El dólar blue, en tanto, se mantuvo en $1.555 para la venta.
¿Qué pasó con el techo de $1.500?
Durante varias semanas, los $1.500 funcionaron como una suerte de techo informal para el dólar mayorista. La estrategia oficial combinaba intervención en futuros, oferta de instrumentos dólar linked y una administración estricta de la liquidez en pesos.
Pero esta semana el Gobierno permitió que el tipo de cambio atravesara ese nivel y se mantuviera por encima.
Para la City, esto no necesariamente implica que el Gobierno haya abandonado la intervención cambiaria. Más bien, podría tratarse de una flexibilización de la estrategia, con una menor disposición a defender un precio nominal específico.
El Ejecutivo continúa ofreciendo cobertura y administrando la liquidez, pero dejó de sostener de manera tan estricta la barrera de los $1.500.
Dólar y tasas: la nueva disyuntiva
El cambio de estrategia ocurre en un momento en el que las tasas de interés en pesos también generan preocupación en el mercado.
La menor disponibilidad de pesos llevó recientemente a las tasas cortas a niveles que no se observaban desde febrero.
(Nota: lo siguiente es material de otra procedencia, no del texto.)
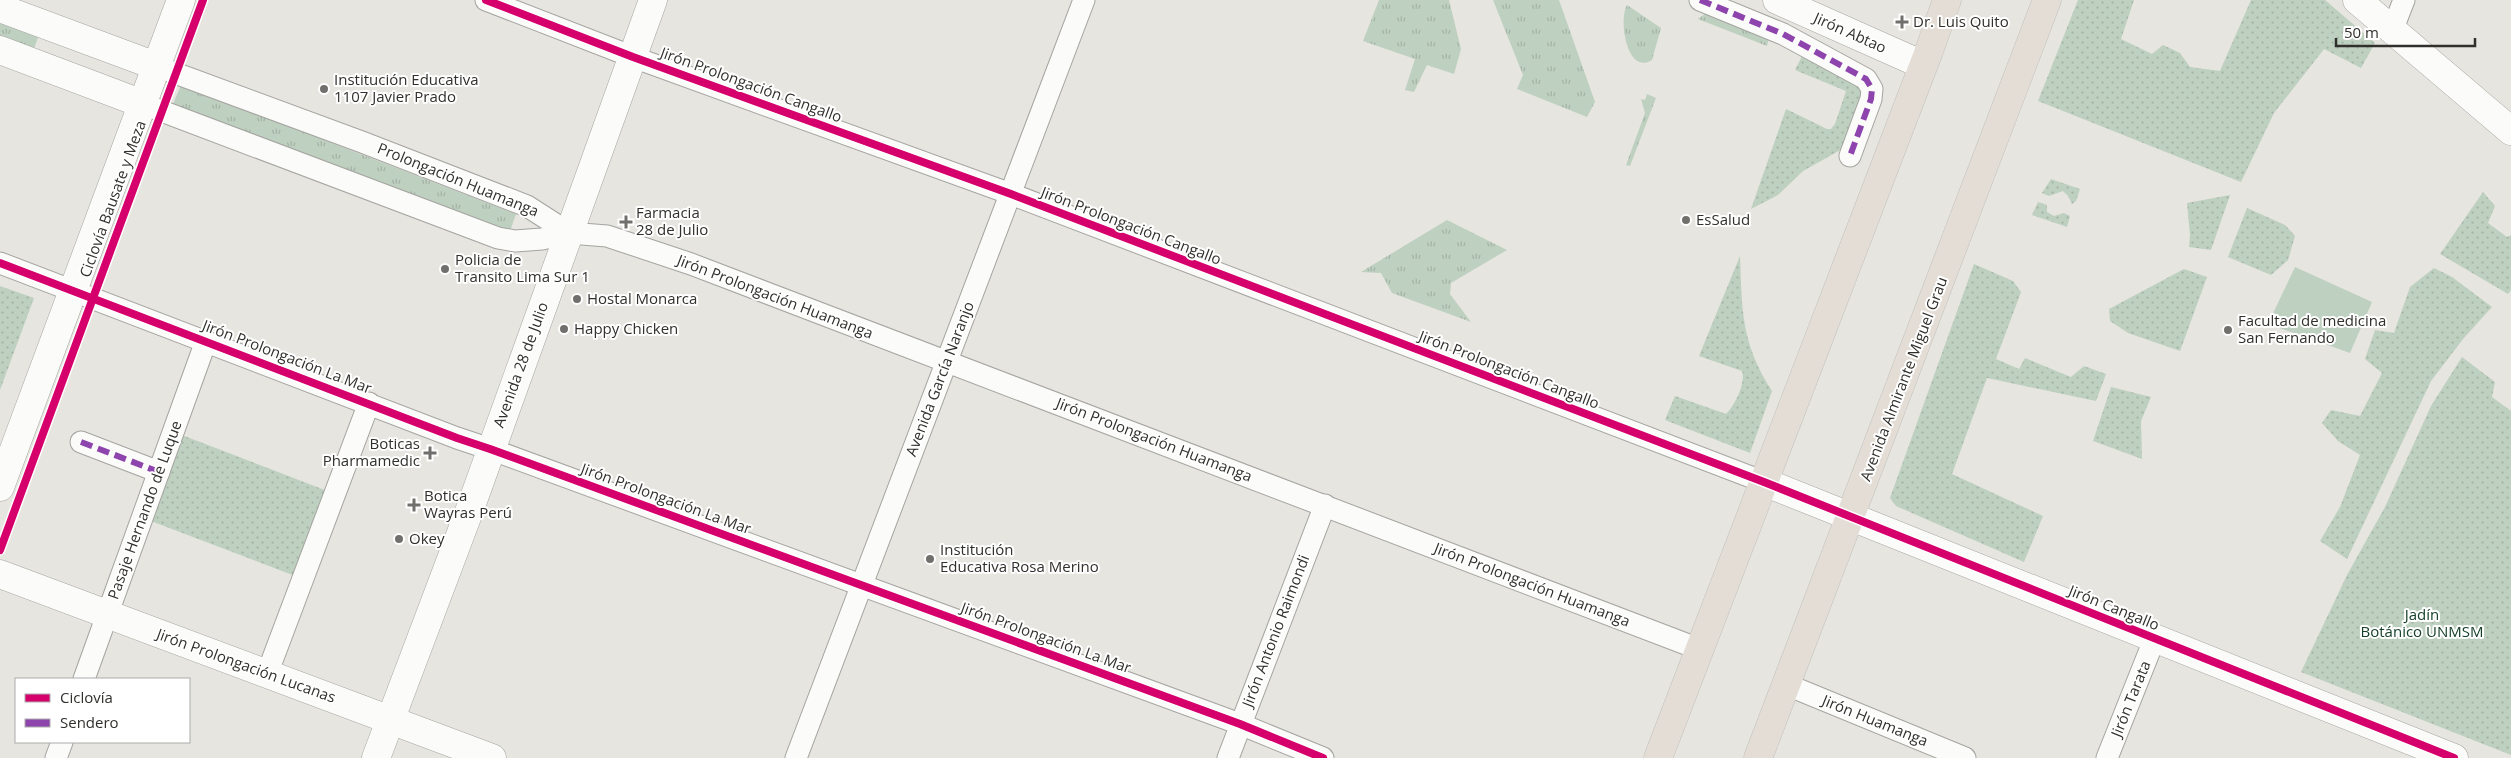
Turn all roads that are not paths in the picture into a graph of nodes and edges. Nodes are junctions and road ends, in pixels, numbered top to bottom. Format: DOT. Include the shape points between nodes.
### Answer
graph roads {
  1 [pos="181,0"];
  2 [pos="486,0"];
  3 [pos="653,0"];
  4 [pos="1084,0"];
  5 [pos="1700,0"];
  6 [pos="1777,0"];
  7 [pos="1946,0"];
  8 [pos="2047,0"];
  9 [pos="2357,0"];
  10 [pos="2404,0"];
  11 [pos="0,8"];
  12 [pos="2392,31"];
  13 [pos="0,50"];
  14 [pos="633,57"];
  15 [pos="1923,65"];
  16 [pos="156,66"];
  17 [pos="143,104"];
  18 [pos="2511,131"];
  19 [pos="1850,156"];
  20 [pos="1010,194"];
  21 [pos="570,233"];
  22 [pos="0,263"];
  23 [pos="73,291"];
  24 [pos="206,341"];
  25 [pos="947,362"];
  26 [pos="369,403"];
  27 [pos="81,442"];
  28 [pos="490,449"];
  29 [pos="159,472"];
  30 [pos="1770,484"];
  31 [pos="0,487"];
  32 [pos="1325,505"];
  33 [pos="1846,513"];
  34 [pos="0,574"];
  35 [pos="862,585"];
  36 [pos="108,615"];
  37 [pos="2154,640"];
  38 [pos="1699,649"];
  39 [pos="267,674"];
  40 [pos="84,678"];
  41 [pos="1785,684"];
  42 [pos="390,720"];
  43 [pos="1240,724"];
  44 [pos="62,743"];
  45 [pos="56,758"];
  46 [pos="376,758"];
  47 [pos="492,758"];
  48 [pos="796,758"];
  49 [pos="1228,758"];
  50 [pos="1323,758"];
  51 [pos="1658,758"];
  52 [pos="1758,758"];
  53 [pos="1965,758"];
  54 [pos="2107,758"];
  55 [pos="2454,758"];
  1 -- 16 [label="street"];
  2 -- 14 [label="street, Jirón Prolongación Cangallo"];
  3 -- 14 [label="street, Avenida 28 de Julio"];
  4 -- 20 [label="street, Avenida García Naranjo"];
  5 -- 19 [label="street" via="1783,34 1866,79 1872,89 1871,99"];
  6 -- 15 [label="street, Jirón Abtao"];
  7 -- 15 [label="main road"];
  8 -- 33 [label="main road, Avenida Almirante Miguel Grau"];
  9 -- 12 [label="street"];
  10 -- 12 [label="street"];
  11 -- 16 [label="street, Prolongación Huamanga"];
  12 -- 18 [label="street"];
  13 -- 17 [label="street, Prolongación Huamanga"];
  14 -- 20 [label="street, Jirón Prolongación Cangallo"];
  14 -- 21 [label="street, Avenida 28 de Julio"];
  15 -- 30 [label="main road"];
  16 -- 17 [label="street"];
  16 -- 21 [label="street, Prolongación Huamanga" via="521,203"];
  17 -- 21 [label="street, Prolongación Huamanga" via="498,238 515,241"];
  17 -- 23 [label="street"];
  20 -- 25 [label="street, Avenida García Naranjo"];
  20 -- 30 [label="street, Jirón Prolongación Cangallo"];
  21 -- 25 [label="street, Jirón Prolongación Huamanga" via="607,236 691,264"];
  21 -- 28 [label="street, Avenida 28 de Julio"];
  22 -- 23 [label="street, Jirón Prolongación La Mar"];
  23 -- 24 [label="street, Jirón Prolongación La Mar"];
  23 -- 31 [label="street"];
  24 -- 26 [label="street, Jirón Prolongación La Mar"];
  24 -- 29 [label="street, Pasaje Hernando de Luque"];
  25 -- 32 [label="street, Jirón Prolongación Huamanga"];
  25 -- 35 [label="street, Avenida García Naranjo"];
  26 -- 28 [label="street, Jirón Prolongación La Mar"];
  26 -- 39 [label="street"];
  27 -- 29 [label="street"];
  28 -- 35 [label="street, Jirón Prolongación La Mar"];
  28 -- 42 [label="street, Avenida 28 de Julio"];
  29 -- 36 [label="street, Pasaje Hernando de Luque"];
  30 -- 33 [label="street, Jirón Cangallo"];
  30 -- 38 [label="main road"];
  32 -- 38 [label="street, Jirón Prolongación Huamanga"];
  32 -- 43 [label="street, Jirón Antonio Raimondi"];
  33 -- 37 [label="street, Jirón Cangallo"];
  33 -- 41 [label="main road, Avenida Almirante Miguel Grau"];
  34 -- 36 [label="street, Jirón Prolongación Lucanas"];
  35 -- 43 [label="street, Jirón Prolongación La Mar"];
  35 -- 48 [label="street, Avenida García Naranjo"];
  36 -- 39 [label="street, Jirón Prolongación Lucanas"];
  36 -- 40 [label="street, Pasaje Hernando de Luque"];
  37 -- 54 [label="street, Jirón Tarata"];
  37 -- 55 [label="street, Jirón Cangallo"];
  38 -- 51 [label="main road"];
  39 -- 42 [label="street, Jirón Prolongación Lucanas"];
  41 -- 52 [label="main road, Avenida Almirante Miguel Grau"];
  41 -- 53 [label="street, Jirón Huamanga"];
  42 -- 46 [label="street, Avenida 28 de Julio"];
  42 -- 47 [label="street, Jirón Prolongación Lucanas"];
  43 -- 49 [label="street, Jirón Antonio Raimondi"];
  43 -- 50 [label="street, Jirón Prolongación La Mar"];
  44 -- 45 [label="street"];
}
El encarecimiento del financiamiento aumentó, además, la volatilidad del mercado.
En este contexto, permitir que el dólar opere algo más arriba podría contribuir a descomprimir las tasas en pesos, aunque con un riesgo evidente: una mayor depreciación podría trasladarse a los precios y complicar el proceso de desinflación.
Gabriel Caamaño, director de Outlier, consideró que, una vez flexibilizado el techo ad hoc de $1.500, “deberían aflojar la tasa en pesos y su volatilidad”.
Federico Glustein planteó una disyuntiva similar: el Gobierno debe decidir entre mantener un dólar contenido para favorecer la desaceleración de la inflación o permitir tasas más bajas para impulsar la actividad económica.
Pablo Repetto, Head of Research de Aurum Valores, relativizó el quiebre de los $1.500 y lo definió como una “corrección relativamente normal”.
José Ignacio Bano, por su parte, sostuvo que en el largo plazo resulta razonable que el dólar y la inflación mantengan cierta relación.
El mercado busca un nuevo equilibrio para el dólar
Con el dólar mayorista ya instalado por encima de los $1.500, el mercado comienza a evaluar si ese nivel representa el comienzo de una nueva etapa cambiaria.
La clave estará en determinar cuánto margen está dispuesto a darle el Gobierno al tipo de cambio y si una mayor flexibilidad permite reducir la presión sobre las tasas en pesos.
Por ahora, el dato central es que el dólar retrocedió, pero no volvió a ubicarse debajo de los $1.500. Mientras tanto, la intervención del BCRA continúa y la City observa si el nuevo esquema consigue contener la volatilidad sin poner en riesgo la desaceleración de la inflación.